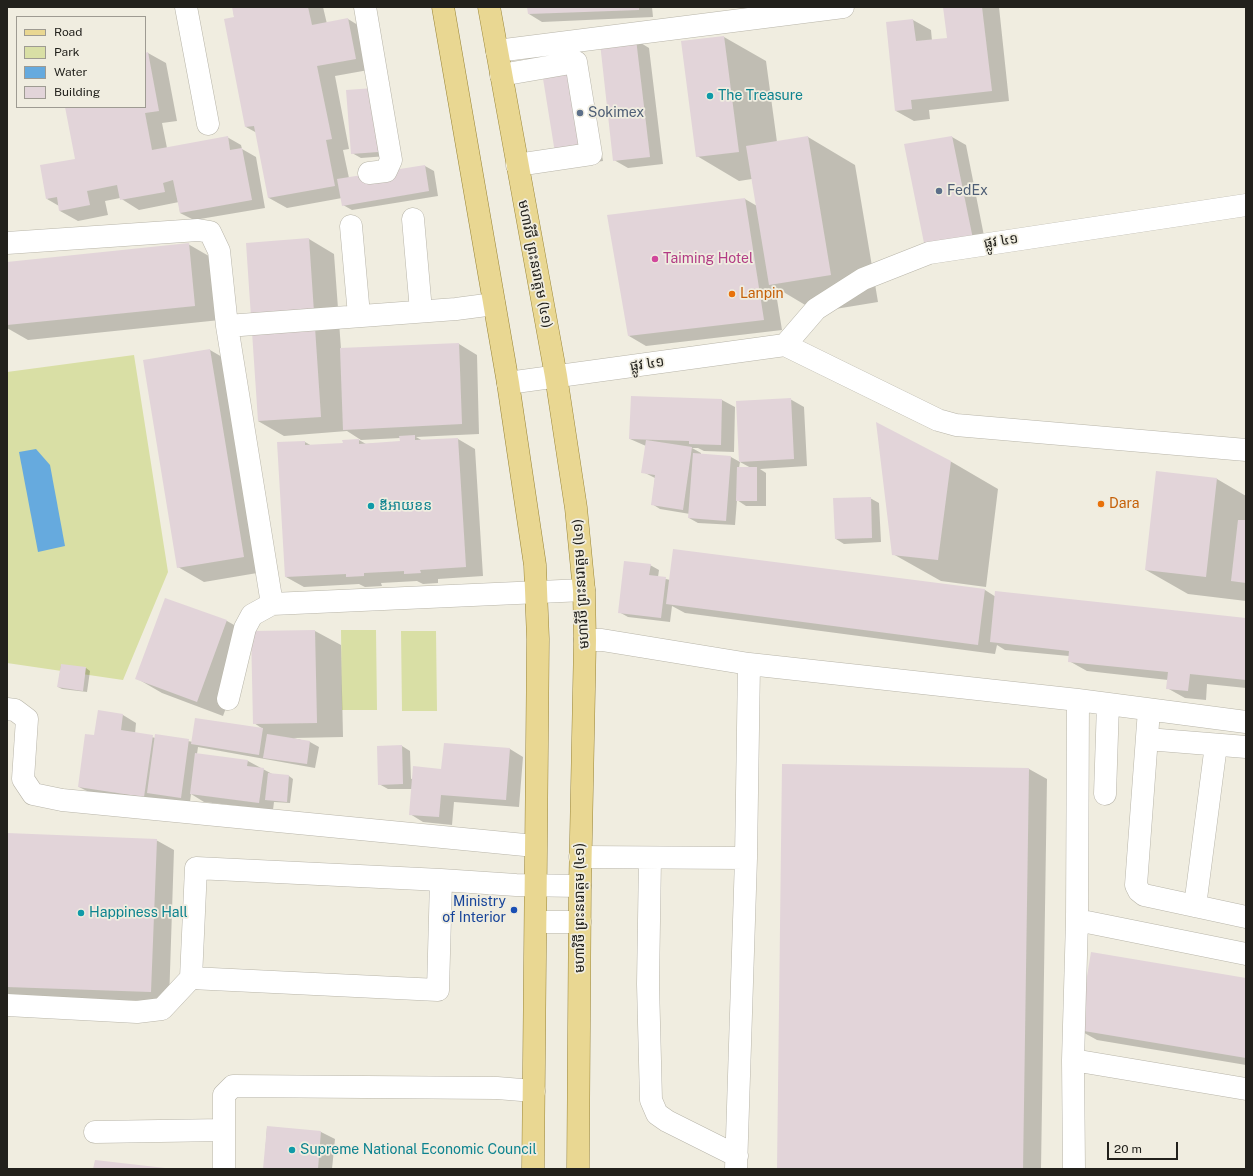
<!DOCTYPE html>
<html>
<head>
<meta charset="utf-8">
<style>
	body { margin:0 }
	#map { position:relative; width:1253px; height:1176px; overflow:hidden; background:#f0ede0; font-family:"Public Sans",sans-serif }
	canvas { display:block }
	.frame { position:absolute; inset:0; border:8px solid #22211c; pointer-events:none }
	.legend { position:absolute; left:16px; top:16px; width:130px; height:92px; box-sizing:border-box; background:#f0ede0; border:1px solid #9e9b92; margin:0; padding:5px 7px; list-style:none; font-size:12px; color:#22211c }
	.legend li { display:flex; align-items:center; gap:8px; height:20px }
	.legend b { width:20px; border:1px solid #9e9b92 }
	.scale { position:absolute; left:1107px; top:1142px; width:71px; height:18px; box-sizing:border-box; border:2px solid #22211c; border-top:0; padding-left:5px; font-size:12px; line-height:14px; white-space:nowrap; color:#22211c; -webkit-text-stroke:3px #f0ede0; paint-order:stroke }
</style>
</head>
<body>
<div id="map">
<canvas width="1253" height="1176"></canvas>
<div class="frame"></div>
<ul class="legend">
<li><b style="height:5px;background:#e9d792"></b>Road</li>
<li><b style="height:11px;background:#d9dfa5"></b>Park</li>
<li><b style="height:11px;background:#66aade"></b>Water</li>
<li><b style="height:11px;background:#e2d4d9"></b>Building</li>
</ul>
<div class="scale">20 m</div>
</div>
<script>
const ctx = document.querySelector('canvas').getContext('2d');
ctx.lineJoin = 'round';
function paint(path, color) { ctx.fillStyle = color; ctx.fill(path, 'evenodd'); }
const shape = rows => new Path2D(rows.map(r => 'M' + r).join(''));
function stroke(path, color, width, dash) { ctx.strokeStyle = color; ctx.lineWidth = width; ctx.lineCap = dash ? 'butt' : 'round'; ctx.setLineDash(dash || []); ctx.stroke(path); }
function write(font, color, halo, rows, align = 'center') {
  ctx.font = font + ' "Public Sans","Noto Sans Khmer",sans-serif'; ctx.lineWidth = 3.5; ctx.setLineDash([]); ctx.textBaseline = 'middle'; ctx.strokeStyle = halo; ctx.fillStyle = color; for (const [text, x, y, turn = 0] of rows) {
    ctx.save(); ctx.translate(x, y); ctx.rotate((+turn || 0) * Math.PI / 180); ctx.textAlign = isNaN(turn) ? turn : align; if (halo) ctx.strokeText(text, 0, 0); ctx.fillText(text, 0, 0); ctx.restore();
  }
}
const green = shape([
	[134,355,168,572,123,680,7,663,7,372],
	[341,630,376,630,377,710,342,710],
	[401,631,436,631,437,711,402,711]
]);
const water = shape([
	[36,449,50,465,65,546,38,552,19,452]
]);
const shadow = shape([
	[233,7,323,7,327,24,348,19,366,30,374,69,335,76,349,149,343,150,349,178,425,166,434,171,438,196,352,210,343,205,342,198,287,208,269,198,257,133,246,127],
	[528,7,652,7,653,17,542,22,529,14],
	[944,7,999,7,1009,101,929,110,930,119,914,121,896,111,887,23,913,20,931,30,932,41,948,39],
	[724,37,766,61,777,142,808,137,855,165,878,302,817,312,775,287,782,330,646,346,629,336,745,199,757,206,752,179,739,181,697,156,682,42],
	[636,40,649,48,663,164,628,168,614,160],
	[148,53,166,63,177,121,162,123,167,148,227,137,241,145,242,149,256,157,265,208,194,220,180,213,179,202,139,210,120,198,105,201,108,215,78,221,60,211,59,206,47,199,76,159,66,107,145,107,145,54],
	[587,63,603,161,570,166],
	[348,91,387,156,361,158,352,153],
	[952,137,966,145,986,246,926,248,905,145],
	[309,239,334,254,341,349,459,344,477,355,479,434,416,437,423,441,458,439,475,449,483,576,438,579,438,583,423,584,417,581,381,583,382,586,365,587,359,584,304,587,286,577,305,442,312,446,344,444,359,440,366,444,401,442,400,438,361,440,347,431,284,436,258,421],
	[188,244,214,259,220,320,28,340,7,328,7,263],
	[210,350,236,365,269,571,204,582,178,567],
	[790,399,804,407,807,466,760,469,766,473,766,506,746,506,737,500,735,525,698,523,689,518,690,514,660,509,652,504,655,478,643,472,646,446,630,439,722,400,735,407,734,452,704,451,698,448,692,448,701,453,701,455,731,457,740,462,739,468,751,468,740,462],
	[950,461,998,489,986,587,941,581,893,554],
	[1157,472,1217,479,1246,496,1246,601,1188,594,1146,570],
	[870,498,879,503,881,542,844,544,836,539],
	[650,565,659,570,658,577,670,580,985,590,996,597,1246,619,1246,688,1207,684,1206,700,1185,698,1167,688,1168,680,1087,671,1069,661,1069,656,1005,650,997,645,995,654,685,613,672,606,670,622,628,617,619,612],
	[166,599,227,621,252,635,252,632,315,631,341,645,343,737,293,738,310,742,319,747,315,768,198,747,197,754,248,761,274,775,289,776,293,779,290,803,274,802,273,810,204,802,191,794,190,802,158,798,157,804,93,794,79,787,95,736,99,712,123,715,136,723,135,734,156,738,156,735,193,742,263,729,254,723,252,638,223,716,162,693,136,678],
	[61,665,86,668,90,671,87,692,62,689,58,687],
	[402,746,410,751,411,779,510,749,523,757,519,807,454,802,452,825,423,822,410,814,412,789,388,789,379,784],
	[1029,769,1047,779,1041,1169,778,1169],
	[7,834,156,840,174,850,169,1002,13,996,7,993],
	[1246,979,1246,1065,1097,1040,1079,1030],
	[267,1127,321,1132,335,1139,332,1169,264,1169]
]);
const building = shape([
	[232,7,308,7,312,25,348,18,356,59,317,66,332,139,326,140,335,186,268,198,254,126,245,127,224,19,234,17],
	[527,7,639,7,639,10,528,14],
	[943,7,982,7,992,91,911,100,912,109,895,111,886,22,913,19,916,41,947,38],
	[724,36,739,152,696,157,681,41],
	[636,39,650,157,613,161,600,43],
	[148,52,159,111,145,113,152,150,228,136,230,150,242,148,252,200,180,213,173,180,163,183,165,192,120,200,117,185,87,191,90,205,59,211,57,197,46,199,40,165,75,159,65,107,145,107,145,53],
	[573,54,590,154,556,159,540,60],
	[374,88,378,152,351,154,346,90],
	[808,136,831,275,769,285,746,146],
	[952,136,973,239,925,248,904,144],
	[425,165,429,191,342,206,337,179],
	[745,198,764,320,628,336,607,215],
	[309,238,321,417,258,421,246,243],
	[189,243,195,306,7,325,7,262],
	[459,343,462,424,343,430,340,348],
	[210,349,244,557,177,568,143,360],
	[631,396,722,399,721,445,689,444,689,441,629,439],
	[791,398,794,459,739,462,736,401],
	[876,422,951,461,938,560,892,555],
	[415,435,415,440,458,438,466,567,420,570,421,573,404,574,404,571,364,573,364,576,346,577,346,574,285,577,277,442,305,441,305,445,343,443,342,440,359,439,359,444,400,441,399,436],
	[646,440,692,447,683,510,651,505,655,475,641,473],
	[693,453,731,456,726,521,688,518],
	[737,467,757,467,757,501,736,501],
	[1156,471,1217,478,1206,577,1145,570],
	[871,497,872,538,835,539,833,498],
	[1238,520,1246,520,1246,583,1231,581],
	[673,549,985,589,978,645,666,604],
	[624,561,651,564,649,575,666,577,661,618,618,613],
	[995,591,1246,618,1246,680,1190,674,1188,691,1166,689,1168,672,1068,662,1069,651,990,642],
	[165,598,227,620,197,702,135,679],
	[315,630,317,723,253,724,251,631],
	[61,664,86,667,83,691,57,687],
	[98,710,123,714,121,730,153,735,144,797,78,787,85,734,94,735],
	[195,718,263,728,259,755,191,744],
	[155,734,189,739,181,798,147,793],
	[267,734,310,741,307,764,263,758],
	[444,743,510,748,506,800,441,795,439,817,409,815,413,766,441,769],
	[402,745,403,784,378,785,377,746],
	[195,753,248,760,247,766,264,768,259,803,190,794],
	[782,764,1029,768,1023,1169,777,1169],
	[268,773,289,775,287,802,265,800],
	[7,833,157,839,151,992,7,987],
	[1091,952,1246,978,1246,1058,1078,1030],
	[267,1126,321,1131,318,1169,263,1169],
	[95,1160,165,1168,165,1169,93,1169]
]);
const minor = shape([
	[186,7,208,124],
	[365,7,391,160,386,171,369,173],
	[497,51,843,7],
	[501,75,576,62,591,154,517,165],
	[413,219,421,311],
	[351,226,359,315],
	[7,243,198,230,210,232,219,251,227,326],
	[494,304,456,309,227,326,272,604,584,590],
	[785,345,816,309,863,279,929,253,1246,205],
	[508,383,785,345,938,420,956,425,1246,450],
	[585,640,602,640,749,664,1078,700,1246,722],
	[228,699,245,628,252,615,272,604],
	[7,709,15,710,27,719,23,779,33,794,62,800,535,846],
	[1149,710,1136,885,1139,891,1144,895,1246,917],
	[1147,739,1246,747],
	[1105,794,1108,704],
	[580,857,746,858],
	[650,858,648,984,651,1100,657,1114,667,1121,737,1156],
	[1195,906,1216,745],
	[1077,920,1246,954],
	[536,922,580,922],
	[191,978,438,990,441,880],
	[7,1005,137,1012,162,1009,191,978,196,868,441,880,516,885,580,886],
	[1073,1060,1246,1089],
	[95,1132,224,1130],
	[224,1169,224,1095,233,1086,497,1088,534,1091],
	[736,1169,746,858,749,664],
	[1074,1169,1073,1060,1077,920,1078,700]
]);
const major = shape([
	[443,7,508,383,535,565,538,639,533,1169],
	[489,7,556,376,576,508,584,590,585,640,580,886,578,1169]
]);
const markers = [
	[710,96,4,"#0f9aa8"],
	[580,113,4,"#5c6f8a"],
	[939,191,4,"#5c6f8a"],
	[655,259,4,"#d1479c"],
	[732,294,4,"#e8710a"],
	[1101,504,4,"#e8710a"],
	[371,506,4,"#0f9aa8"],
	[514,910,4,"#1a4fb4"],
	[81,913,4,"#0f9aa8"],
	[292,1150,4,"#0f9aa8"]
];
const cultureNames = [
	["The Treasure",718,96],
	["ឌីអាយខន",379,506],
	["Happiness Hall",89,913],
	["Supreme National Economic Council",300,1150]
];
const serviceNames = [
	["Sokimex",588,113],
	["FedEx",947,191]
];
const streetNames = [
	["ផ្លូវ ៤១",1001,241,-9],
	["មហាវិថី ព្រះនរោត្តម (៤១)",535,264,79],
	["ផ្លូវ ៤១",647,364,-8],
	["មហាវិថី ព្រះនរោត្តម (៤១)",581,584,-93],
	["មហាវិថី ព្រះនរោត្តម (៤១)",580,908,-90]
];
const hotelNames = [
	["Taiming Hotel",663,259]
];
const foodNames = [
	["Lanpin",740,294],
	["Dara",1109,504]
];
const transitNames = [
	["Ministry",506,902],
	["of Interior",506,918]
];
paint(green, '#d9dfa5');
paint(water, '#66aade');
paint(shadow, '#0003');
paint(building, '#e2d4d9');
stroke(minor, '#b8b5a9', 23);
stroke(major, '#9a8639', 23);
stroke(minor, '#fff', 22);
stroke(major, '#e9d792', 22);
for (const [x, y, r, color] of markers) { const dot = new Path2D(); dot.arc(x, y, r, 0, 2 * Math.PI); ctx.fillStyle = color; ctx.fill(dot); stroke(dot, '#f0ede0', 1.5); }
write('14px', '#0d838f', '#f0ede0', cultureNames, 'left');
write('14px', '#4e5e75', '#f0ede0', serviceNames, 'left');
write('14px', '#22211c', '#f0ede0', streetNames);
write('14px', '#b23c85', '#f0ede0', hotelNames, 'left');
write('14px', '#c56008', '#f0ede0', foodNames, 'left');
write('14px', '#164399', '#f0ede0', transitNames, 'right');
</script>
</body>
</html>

__________________________________________________

*EXERCISE AIM*: Scan the material above. Extract every line in which the word "lineWidth" occurs.

*THE ANSWER*:
function stroke(path, color, width, dash) { ctx.strokeStyle = color; ctx.lineWidth = width; ctx.lineCap = dash ? 'butt' : 'round'; ctx.setLineDash(dash || []); ctx.stroke(path); }
  ctx.font = font + ' "Public Sans","Noto Sans Khmer",sans-serif'; ctx.lineWidth = 3.5; ctx.setLineDash([]); ctx.textBaseline = 'middle'; ctx.strokeStyle = halo; ctx.fillStyle = color; for (const [text, x, y, turn = 0] of rows) {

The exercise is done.